- **EXERCISE BRIEF**
Could you filter the material and copy every line where the word "Terminal" occurs?

**** DATA EXTRACT ****

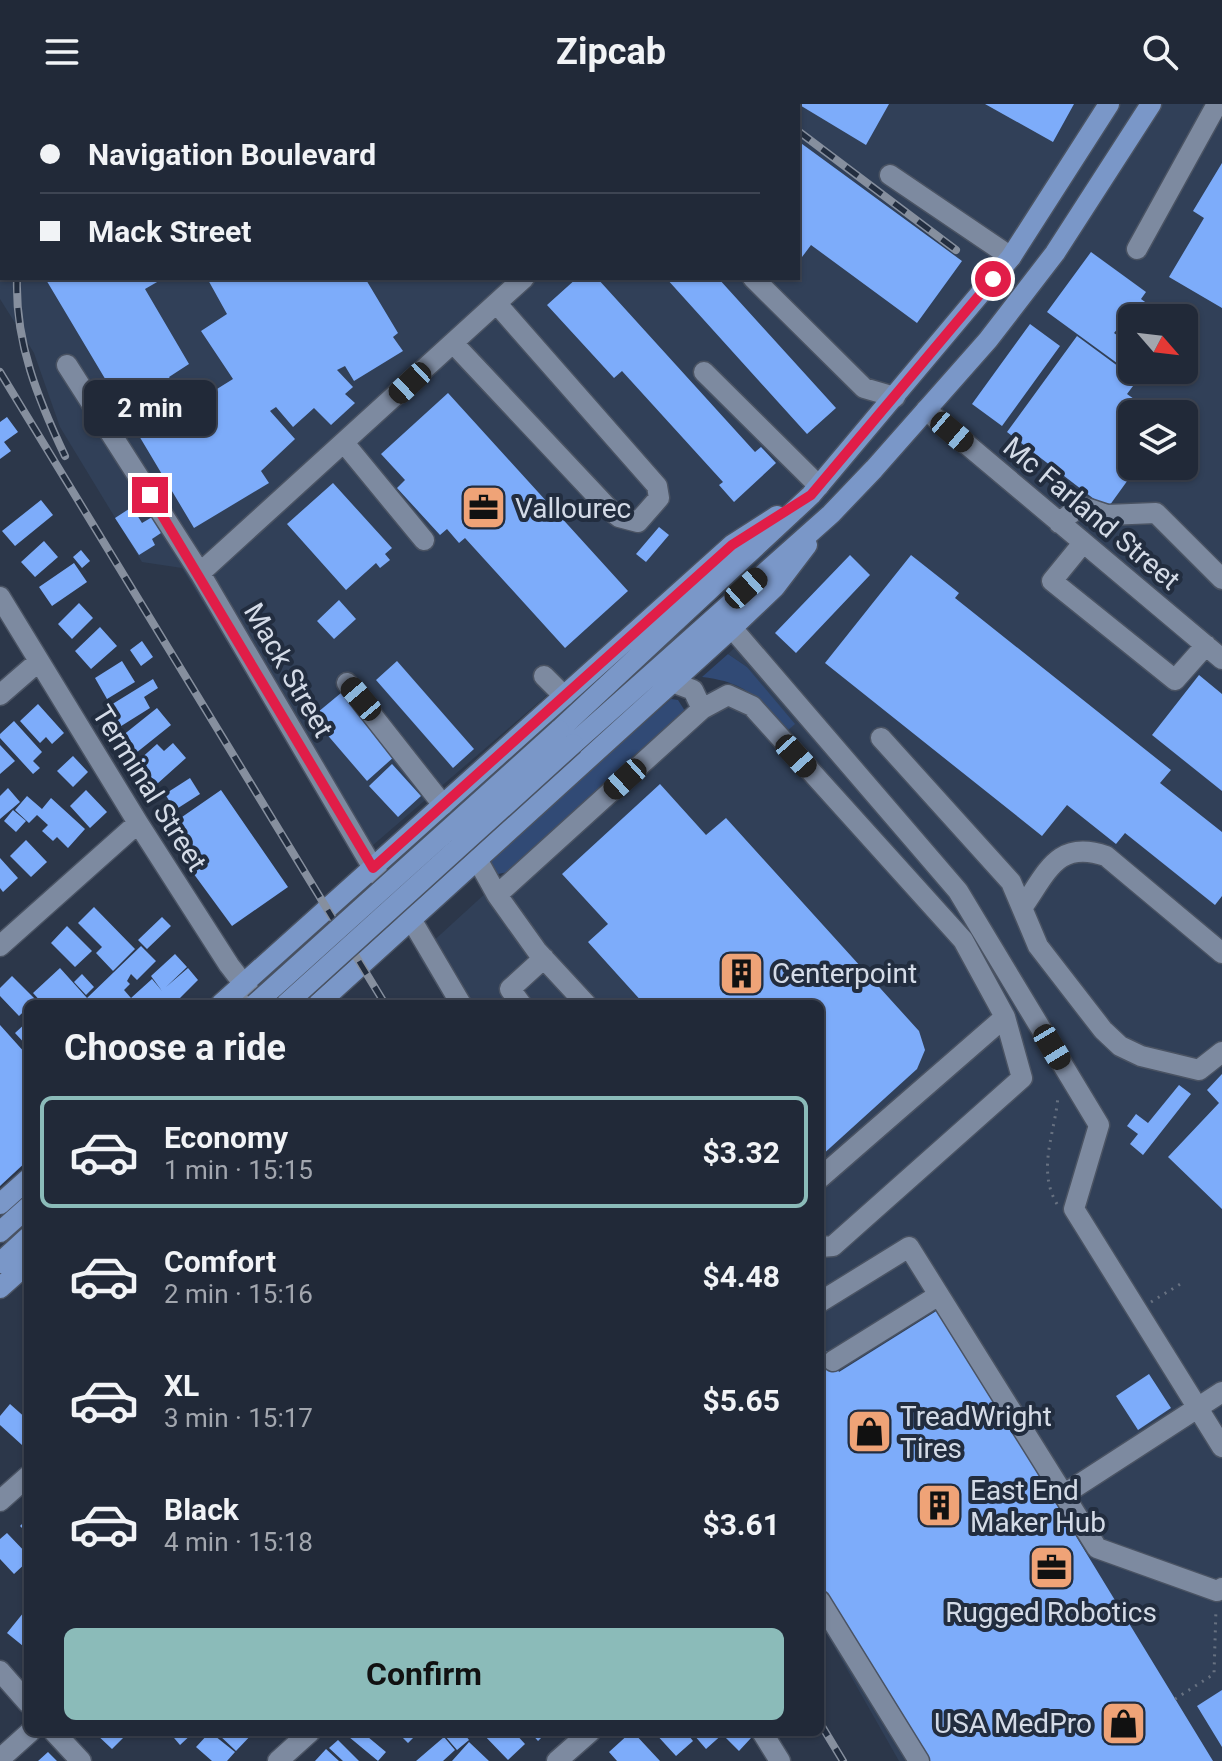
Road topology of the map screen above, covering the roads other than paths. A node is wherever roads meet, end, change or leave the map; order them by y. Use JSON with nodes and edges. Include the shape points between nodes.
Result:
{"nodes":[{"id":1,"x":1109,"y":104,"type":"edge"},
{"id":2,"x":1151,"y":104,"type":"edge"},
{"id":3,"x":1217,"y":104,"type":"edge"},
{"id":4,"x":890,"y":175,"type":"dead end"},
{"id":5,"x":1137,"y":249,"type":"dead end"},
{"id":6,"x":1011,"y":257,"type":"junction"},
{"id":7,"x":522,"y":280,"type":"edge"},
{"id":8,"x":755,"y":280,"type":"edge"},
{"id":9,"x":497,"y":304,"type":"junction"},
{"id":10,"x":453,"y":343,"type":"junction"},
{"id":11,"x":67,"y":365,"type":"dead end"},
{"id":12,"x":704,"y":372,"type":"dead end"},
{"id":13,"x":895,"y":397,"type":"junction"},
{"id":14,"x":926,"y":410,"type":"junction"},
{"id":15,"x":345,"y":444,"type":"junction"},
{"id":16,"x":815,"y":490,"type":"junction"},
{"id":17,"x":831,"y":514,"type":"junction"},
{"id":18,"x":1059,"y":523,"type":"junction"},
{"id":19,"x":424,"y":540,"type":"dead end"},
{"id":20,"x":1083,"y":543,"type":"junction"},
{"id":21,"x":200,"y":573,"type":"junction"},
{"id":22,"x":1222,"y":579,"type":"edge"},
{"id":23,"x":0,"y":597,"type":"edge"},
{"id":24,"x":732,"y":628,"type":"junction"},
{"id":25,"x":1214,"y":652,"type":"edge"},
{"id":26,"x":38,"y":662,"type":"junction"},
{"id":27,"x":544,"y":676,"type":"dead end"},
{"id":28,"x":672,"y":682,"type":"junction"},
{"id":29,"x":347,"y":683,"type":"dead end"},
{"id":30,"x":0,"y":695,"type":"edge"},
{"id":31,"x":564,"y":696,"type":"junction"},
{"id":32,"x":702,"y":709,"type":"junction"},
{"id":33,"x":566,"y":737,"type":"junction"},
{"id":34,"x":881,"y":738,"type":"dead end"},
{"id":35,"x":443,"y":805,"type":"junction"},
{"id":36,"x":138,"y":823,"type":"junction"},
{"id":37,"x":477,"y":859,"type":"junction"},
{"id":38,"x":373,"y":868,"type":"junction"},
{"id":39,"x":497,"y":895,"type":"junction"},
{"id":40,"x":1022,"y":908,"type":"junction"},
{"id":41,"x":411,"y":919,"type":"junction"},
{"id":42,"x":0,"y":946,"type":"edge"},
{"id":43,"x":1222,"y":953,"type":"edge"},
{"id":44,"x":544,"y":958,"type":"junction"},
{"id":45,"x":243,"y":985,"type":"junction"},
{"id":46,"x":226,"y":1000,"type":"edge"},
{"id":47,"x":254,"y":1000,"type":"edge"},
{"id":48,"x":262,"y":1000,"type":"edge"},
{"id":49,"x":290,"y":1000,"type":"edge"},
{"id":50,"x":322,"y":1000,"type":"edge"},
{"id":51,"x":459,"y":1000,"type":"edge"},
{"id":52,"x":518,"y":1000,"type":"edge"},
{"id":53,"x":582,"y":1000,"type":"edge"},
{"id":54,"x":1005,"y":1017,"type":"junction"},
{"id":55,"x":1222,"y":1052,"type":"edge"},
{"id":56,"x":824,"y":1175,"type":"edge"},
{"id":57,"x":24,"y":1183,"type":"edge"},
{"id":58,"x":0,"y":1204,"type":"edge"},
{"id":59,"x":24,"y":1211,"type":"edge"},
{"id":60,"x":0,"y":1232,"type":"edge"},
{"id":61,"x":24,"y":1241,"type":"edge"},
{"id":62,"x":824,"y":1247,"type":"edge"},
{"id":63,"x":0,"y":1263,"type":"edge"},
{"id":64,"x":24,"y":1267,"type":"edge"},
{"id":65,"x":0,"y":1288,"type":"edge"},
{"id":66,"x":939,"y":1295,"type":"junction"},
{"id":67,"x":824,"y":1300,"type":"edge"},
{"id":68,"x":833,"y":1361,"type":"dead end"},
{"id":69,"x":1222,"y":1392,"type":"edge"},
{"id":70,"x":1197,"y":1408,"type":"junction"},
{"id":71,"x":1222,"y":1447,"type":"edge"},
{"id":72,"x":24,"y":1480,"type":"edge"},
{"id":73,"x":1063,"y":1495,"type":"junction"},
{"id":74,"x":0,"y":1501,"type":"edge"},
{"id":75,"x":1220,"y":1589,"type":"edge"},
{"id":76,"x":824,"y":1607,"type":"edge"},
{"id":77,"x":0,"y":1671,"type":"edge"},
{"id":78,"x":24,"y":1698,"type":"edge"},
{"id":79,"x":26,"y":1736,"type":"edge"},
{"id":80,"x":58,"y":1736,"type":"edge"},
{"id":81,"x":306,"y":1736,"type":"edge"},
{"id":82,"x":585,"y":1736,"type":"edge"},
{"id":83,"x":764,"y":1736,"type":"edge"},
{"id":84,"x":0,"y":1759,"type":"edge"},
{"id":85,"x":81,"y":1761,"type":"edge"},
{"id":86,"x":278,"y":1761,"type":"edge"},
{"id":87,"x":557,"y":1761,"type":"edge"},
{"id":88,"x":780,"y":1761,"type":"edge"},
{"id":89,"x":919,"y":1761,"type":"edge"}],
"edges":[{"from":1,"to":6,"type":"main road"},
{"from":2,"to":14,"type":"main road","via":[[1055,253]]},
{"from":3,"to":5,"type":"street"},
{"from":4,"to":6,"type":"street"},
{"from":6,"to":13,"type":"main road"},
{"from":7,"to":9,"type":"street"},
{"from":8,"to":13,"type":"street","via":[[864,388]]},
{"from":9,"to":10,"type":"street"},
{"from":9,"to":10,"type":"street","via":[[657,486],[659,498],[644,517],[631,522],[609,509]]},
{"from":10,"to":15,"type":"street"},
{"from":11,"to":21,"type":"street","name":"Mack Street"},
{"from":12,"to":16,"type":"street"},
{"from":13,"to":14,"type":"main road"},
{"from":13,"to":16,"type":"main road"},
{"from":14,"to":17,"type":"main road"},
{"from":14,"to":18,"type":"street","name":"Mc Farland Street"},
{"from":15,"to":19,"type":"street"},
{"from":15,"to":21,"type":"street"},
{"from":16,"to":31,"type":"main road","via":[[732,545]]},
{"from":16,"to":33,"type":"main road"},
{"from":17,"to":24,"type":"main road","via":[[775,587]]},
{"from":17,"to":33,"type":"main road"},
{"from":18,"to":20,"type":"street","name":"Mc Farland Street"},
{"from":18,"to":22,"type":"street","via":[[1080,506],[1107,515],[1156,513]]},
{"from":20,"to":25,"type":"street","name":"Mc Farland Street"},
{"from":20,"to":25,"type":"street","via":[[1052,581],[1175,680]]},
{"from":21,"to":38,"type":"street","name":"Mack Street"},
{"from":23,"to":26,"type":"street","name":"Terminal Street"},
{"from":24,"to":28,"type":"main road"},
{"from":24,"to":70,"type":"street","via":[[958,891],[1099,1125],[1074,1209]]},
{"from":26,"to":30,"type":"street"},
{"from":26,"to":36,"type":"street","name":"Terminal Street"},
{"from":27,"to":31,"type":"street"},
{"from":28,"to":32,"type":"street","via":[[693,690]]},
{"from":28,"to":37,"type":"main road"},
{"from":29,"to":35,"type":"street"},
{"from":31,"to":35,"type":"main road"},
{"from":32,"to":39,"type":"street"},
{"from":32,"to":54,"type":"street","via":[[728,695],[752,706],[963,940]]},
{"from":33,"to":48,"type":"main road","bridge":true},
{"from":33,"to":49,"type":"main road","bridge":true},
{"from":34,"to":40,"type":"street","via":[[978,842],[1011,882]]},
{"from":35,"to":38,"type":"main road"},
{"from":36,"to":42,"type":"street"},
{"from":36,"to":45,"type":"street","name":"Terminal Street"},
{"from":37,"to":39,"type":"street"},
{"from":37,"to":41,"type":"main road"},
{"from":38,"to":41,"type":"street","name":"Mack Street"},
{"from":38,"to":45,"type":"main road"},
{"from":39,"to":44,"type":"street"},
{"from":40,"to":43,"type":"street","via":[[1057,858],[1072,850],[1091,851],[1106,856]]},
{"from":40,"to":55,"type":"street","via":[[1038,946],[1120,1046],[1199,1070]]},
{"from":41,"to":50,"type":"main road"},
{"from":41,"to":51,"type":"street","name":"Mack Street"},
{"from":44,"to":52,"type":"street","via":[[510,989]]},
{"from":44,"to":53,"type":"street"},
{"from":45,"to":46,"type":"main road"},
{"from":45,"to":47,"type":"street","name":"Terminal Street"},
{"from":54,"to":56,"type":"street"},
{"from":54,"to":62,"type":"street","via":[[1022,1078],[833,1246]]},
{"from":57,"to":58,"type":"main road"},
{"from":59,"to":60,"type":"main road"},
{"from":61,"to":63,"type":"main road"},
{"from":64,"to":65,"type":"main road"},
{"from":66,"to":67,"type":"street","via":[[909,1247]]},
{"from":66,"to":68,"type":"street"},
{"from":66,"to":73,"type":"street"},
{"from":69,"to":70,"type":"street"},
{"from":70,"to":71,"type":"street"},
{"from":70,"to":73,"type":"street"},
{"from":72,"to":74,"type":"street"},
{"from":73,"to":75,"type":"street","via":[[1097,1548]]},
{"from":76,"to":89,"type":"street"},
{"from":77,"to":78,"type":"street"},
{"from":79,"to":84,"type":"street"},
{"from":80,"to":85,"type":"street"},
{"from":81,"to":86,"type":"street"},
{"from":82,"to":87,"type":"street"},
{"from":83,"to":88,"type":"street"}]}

****

- **PROBLEM SOLUTION**
{"from":23,"to":26,"type":"street","name":"Terminal Street"},
{"from":26,"to":36,"type":"street","name":"Terminal Street"},
{"from":36,"to":45,"type":"street","name":"Terminal Street"},
{"from":45,"to":47,"type":"street","name":"Terminal Street"},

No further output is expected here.